* [Work order] Keep only the lines of the data below that contain "roads", and copy them.

* [Raw data]
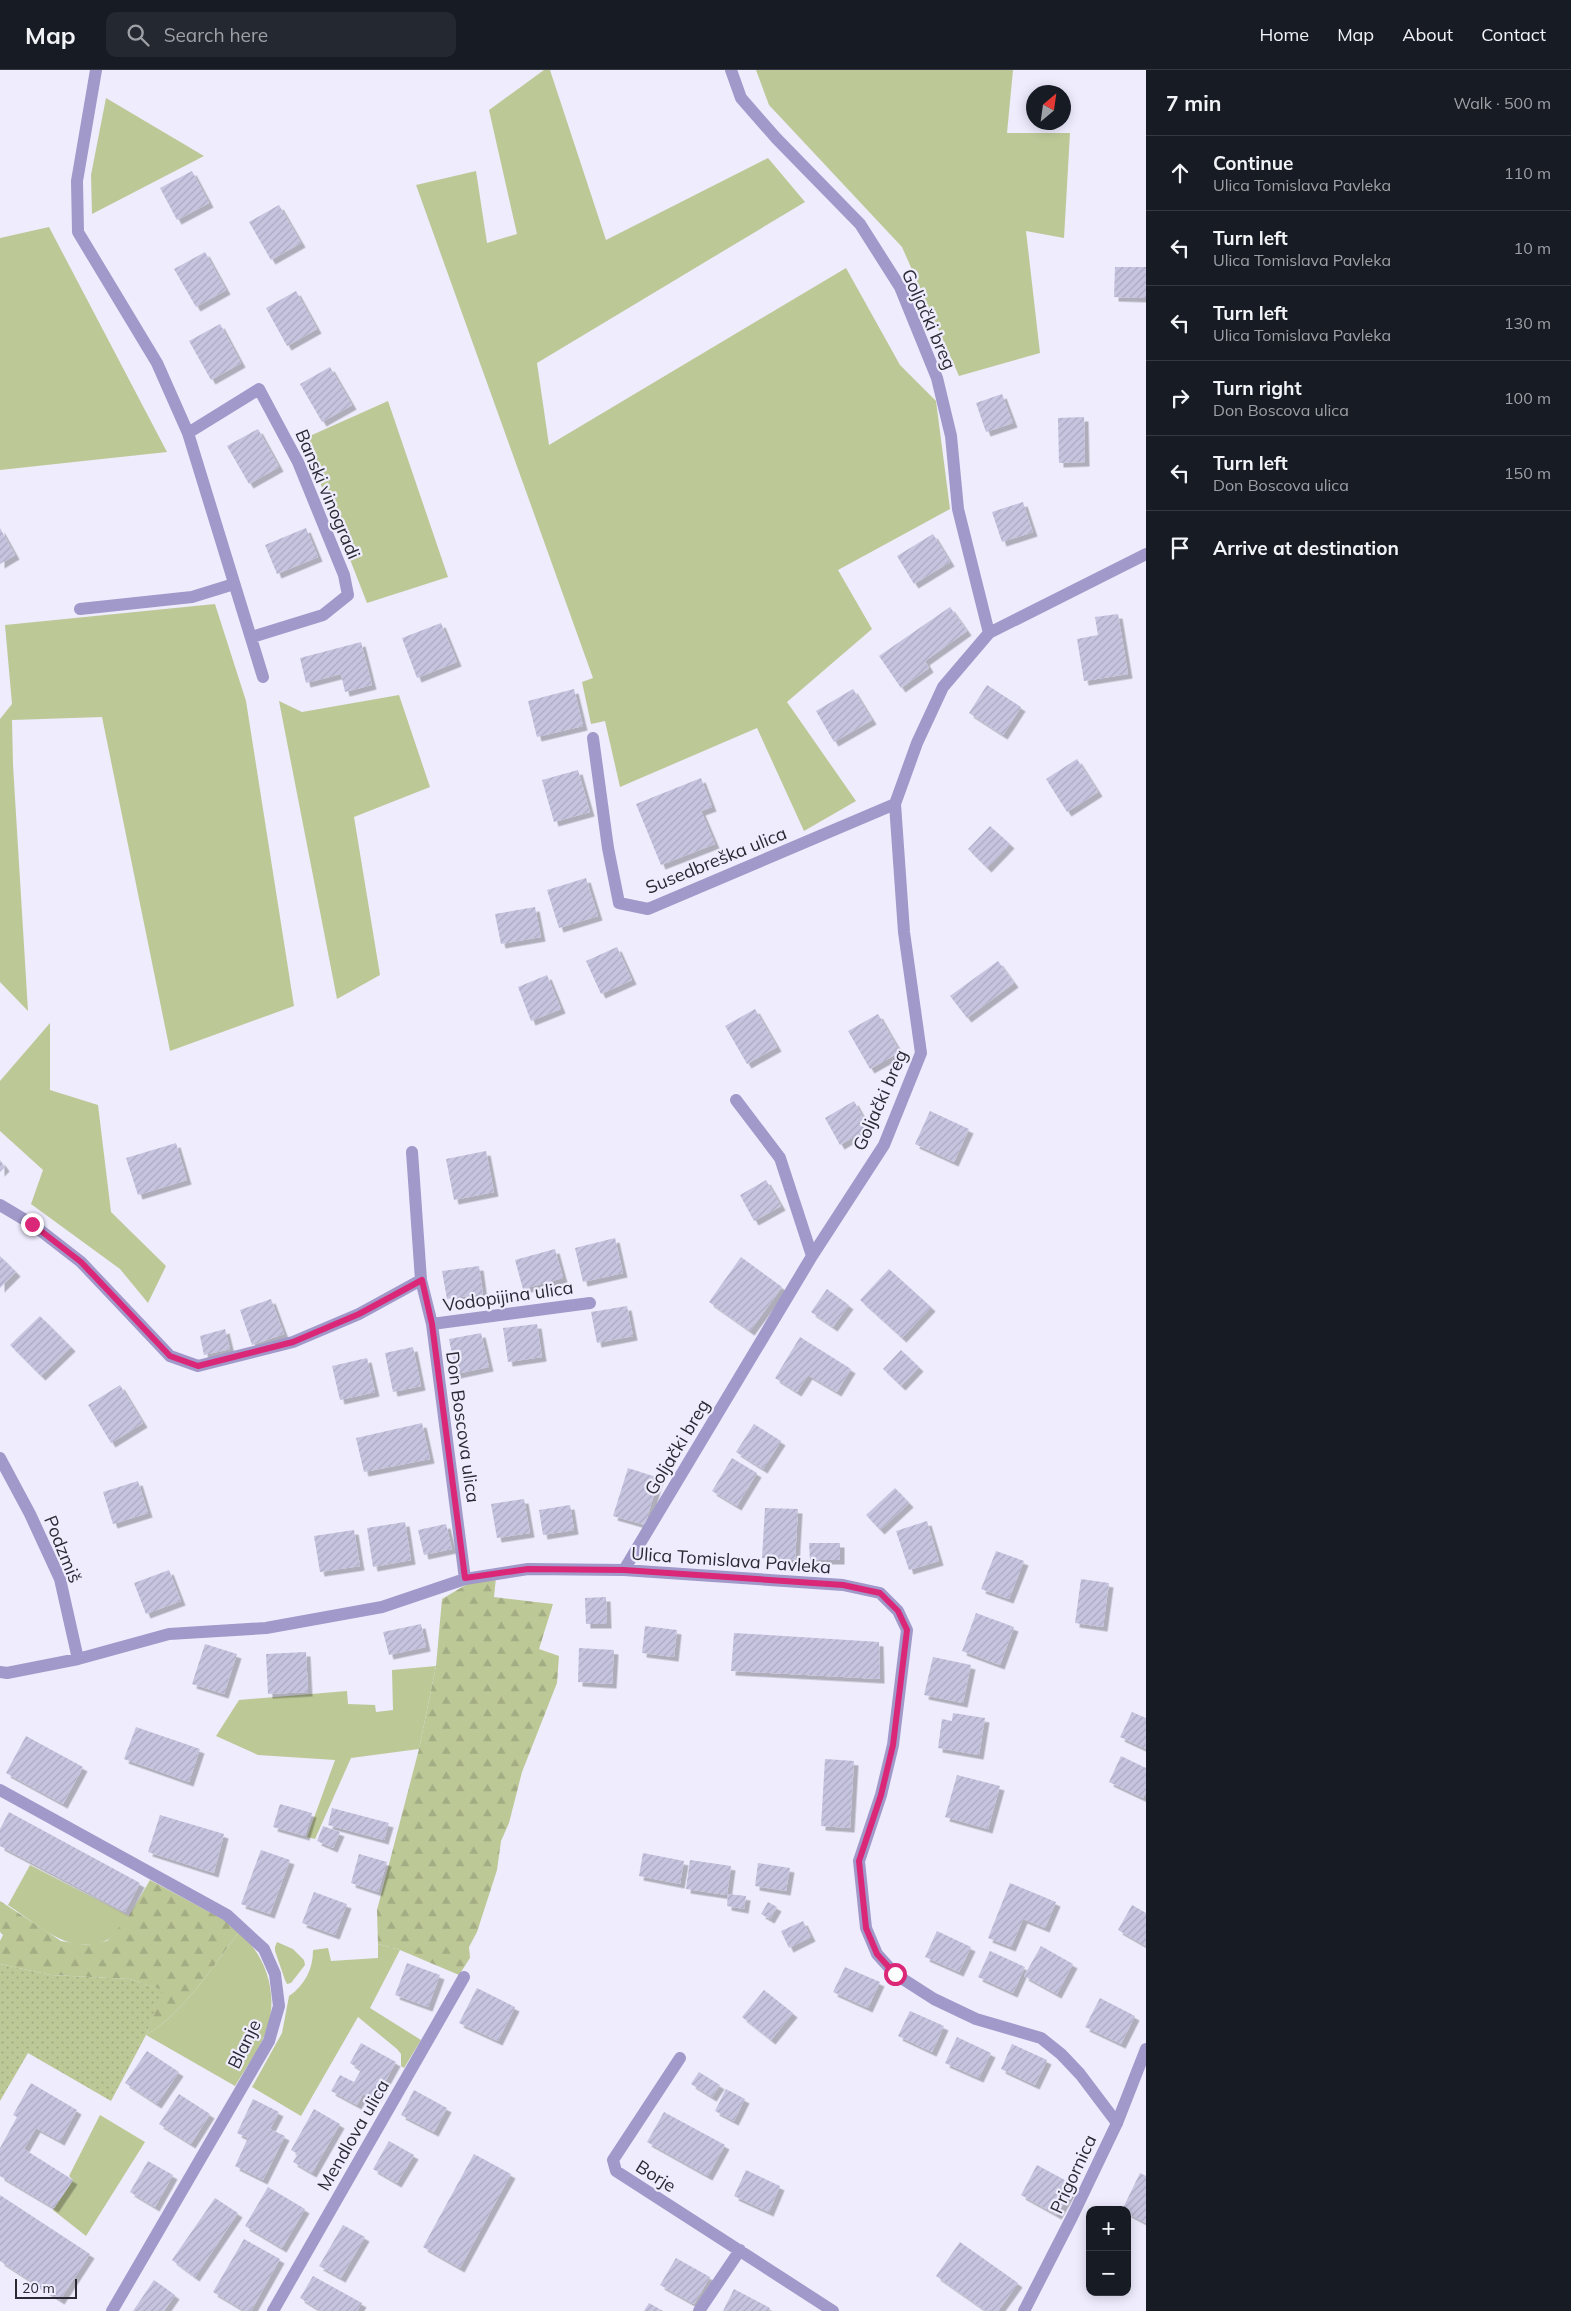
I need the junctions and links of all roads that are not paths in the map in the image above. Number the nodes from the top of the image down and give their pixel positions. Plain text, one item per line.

--

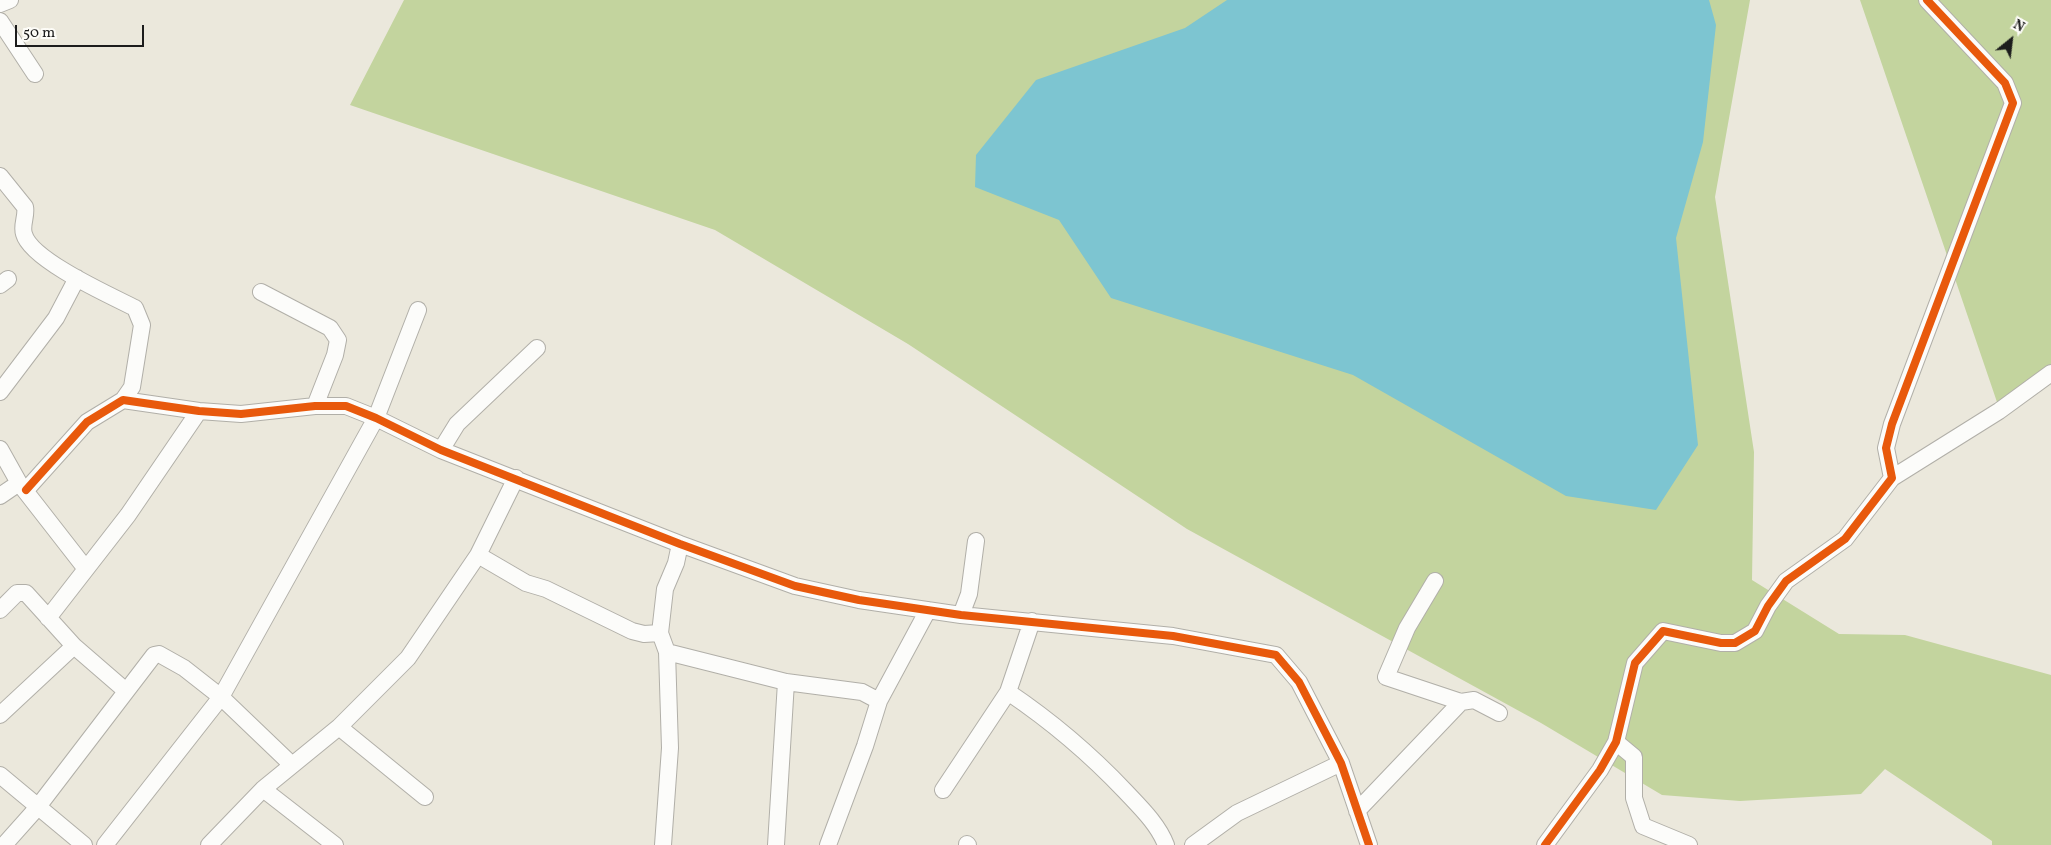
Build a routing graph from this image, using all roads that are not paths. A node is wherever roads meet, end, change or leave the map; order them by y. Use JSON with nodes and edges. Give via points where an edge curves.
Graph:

* [Exercise answer]
I need the junctions and links of all roads that are not paths in the map in the image above. Number the nodes from the top of the image down and give their pixel positions. Plain text, one item per line.
Build a routing graph from this image, using all roads that are not paths. A node is wherever roads meet, end, change or leave the map; order them by y. Use JSON with nodes and edges. Give via points where an edge curves.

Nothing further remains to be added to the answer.